A Kendrick brew pub that’s drawn scrutiny for defying the governor’s coronavirus order was served with a search warrant Thursday, in a case related to a May 9 motorcycle crash.
Idaho State Police served the warrant on Hardware Brewing Co., looking for surveillance video and “data compilations relating to or containing information relating to the sale or serving of alcohol” to the individual involved in the May 9 wreck.
Morgan Lohman, whose parents run the business, said 12 to 15 troopers showed up at the pub Thursday afternoon and confiscated a video surveillance system, as well as the point-of-sale system.
“ISP would not allow my parents to call each other, speak to each other or be left alone/unattended,” Lohman said in an email message. “They removed our staff from the premises and would not allow my parents to speak with their lawyer.”
Although the search warrant was issued in response to the May 9 crash, Lohman worried that the investigation is simply a pretext “to frame us and use this as a reason to pull our (liquor) license and levy fines.”
The Idaho State Police issued a news release Wednesday, asking for the public’s help in investigating the May 9 crash, during which a 51-year-old Pullman man was injured after his motorcycle went into a ditch on State Highway 3.
Lt. Rich Adamson, spokesman for the Region 2 ISP office in Lewiston, said the search warrant for Hardware Brewing was requested by the local patrol division, not the agency’s statewide Alcohol Beverage Control division in Meridian.
The warrant “relates to the investigation of the crash,” Adamson said.
He wasn’t sure how many troopers participated in serving the warrant. However, any time a warrant is served, he said, “we generally have enough people to help secure the outside and inside of the premises, and to ensure the safety of everyone there.”

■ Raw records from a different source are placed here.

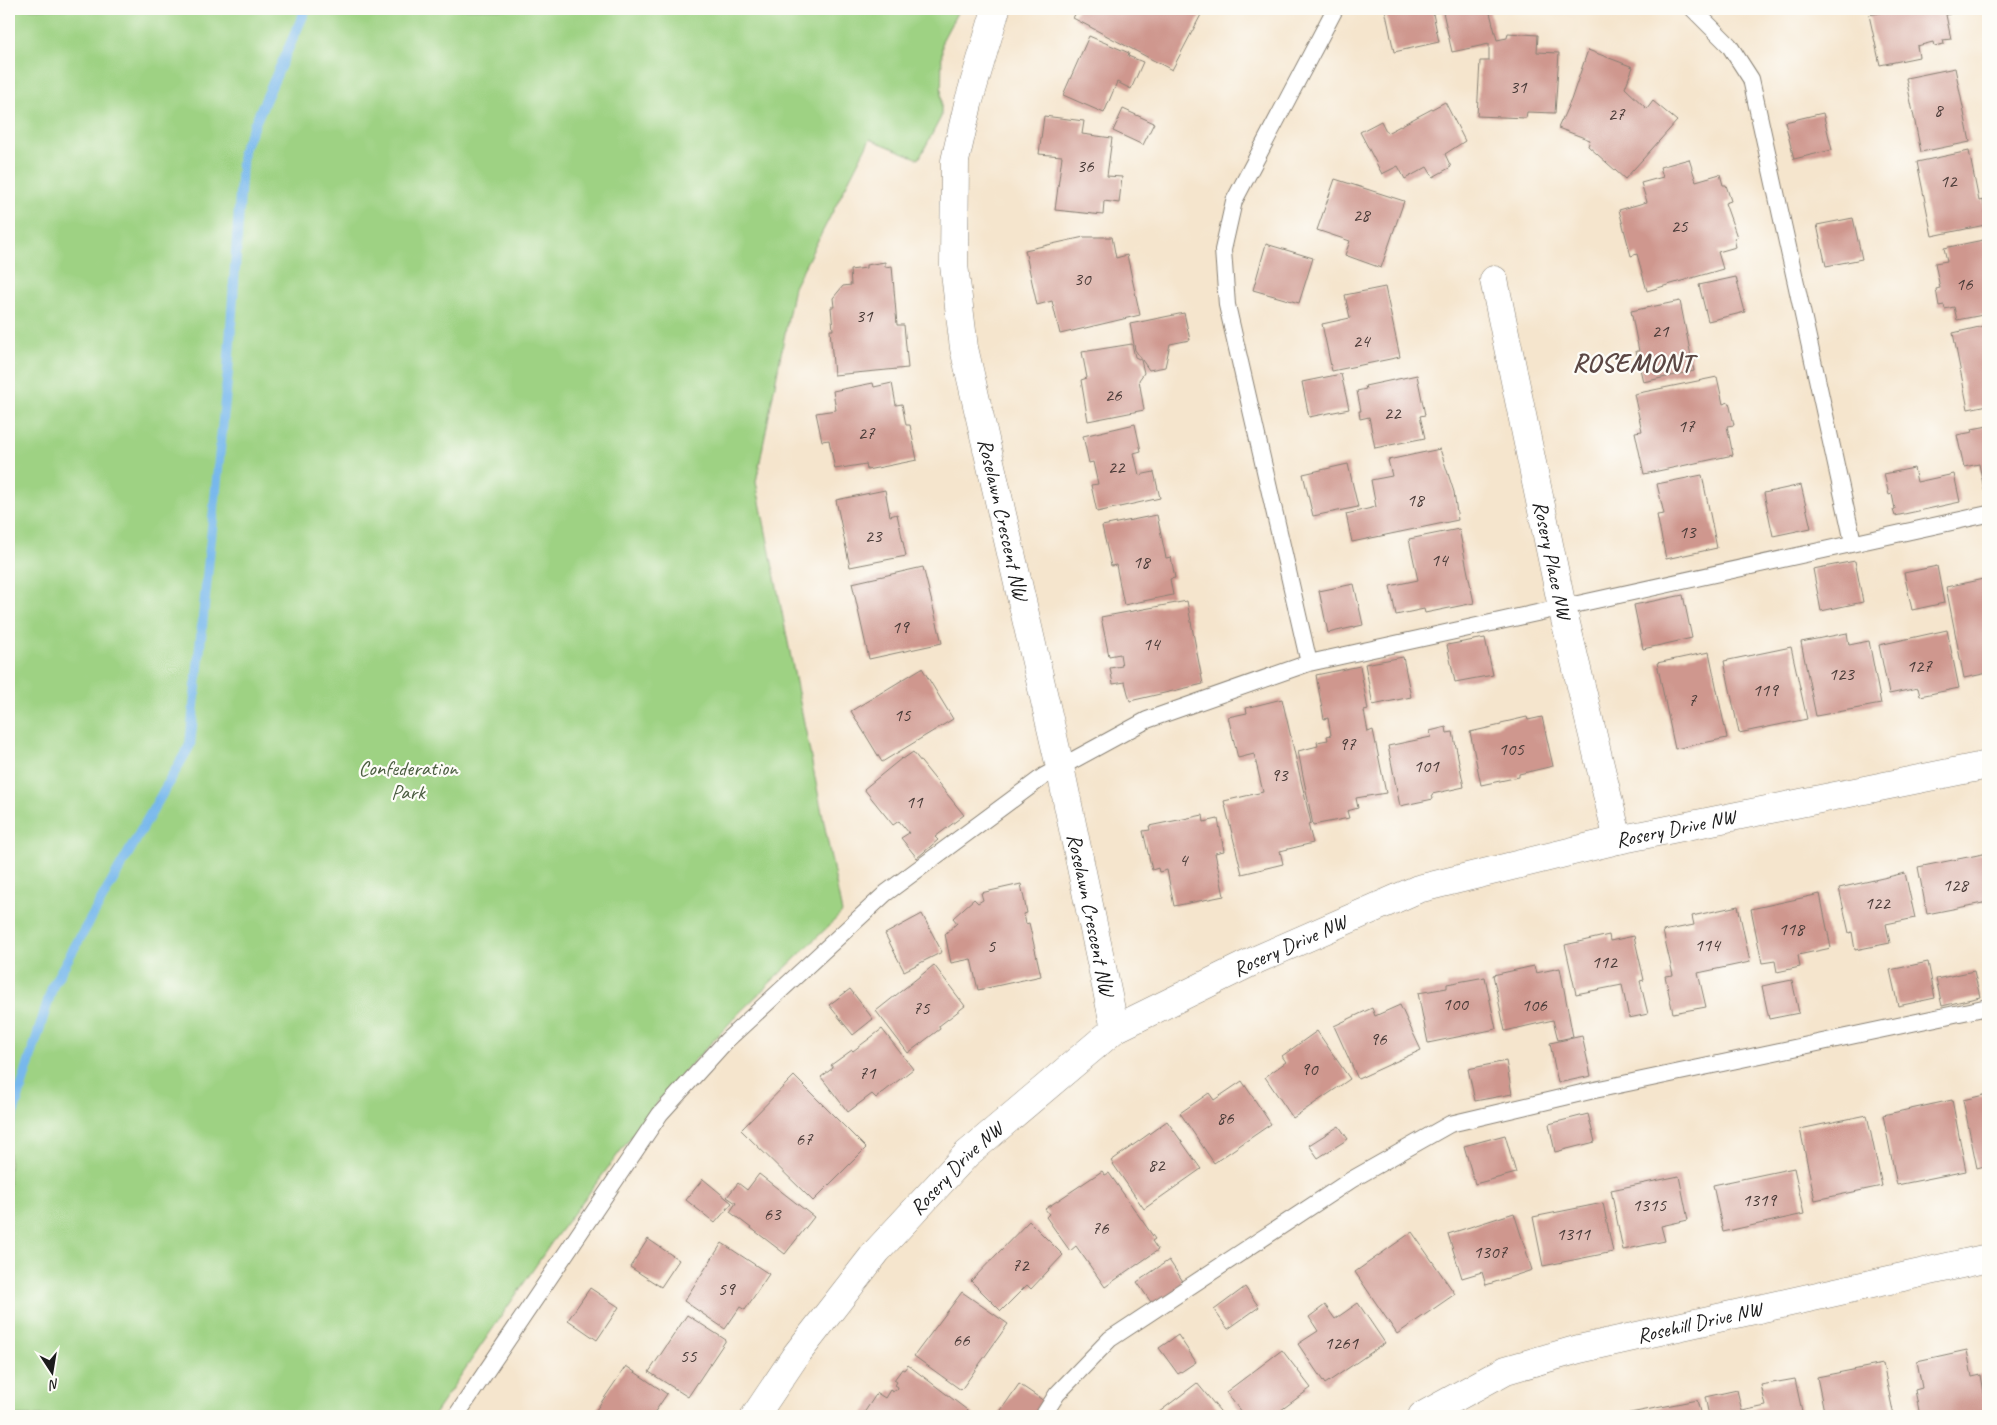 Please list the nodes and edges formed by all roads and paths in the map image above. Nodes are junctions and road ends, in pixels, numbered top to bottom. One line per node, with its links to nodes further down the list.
1 (996, 9): 10 (street, Roselawn Crescent NW)
2 (1334, 9): 8 (lane)
3 (1693, 9): 6 (lane)
4 (1494, 280): 7 (street, Rosery Place NW)
5 (1988, 514): 6 (lane)
6 (1853, 542): 7 (lane)
7 (1562, 607): 8 (lane); 11 (street, Rosery Place NW)
8 (1308, 663): 10 (lane)
9 (1988, 765): 11 (street, Rosery Drive NW)
10 (1060, 767): 13 (street, Roselawn Crescent NW); 16 (lane)
11 (1618, 840): 13 (street, Rosery Drive NW)
12 (1988, 1007): 18 (lane)
13 (1115, 1029): 17 (street, Rosery Drive NW)
14 (1988, 1258): 15 (street, Rosehill Drive NW)
15 (1430, 1415)
16 (456, 1416)
17 (755, 1416)
18 (1043, 1416)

If any evidence is collected indicating that the motorcycle driver may have been served at the business, Adamson said, it would be forwarded to the Alcohol Beverage Control division for its consideration.
Under Gov. Brad Little’s March 25 stay-at-home order and subsequent four-phase economic reopening plan, bars and nightclubs are supposed to remain closed until at least the end of May, to help prevent the spread of the coronavirus.
Hardware Brewing very publicly defied that order when it opened on May 1. Lt. Gov. Janice McGeachin, Idaho Republican Party chairman and former 1st Congressional District representative Raul Labrador, state Sen. Dan Johnson and state Rep. Mike Kingsley, both of Lewiston, all attended the event.
The Lohmans subsequently received a letter from ISP’s Alcohol Beverage Control division, indicating that they could lose their liquor license if they continued to operate.
Christine Lohman, Morgan’s mother, could not immediately be reached for comment Friday. She previously told the Moscow-Pullman Daily News that the shutdown order was killing the business financially, and that it had to reopen.
“We are going broke,” she told the paper. “The mortgages are mounting, everything’s mounting. I can’t pay Avista. ... We had to open.”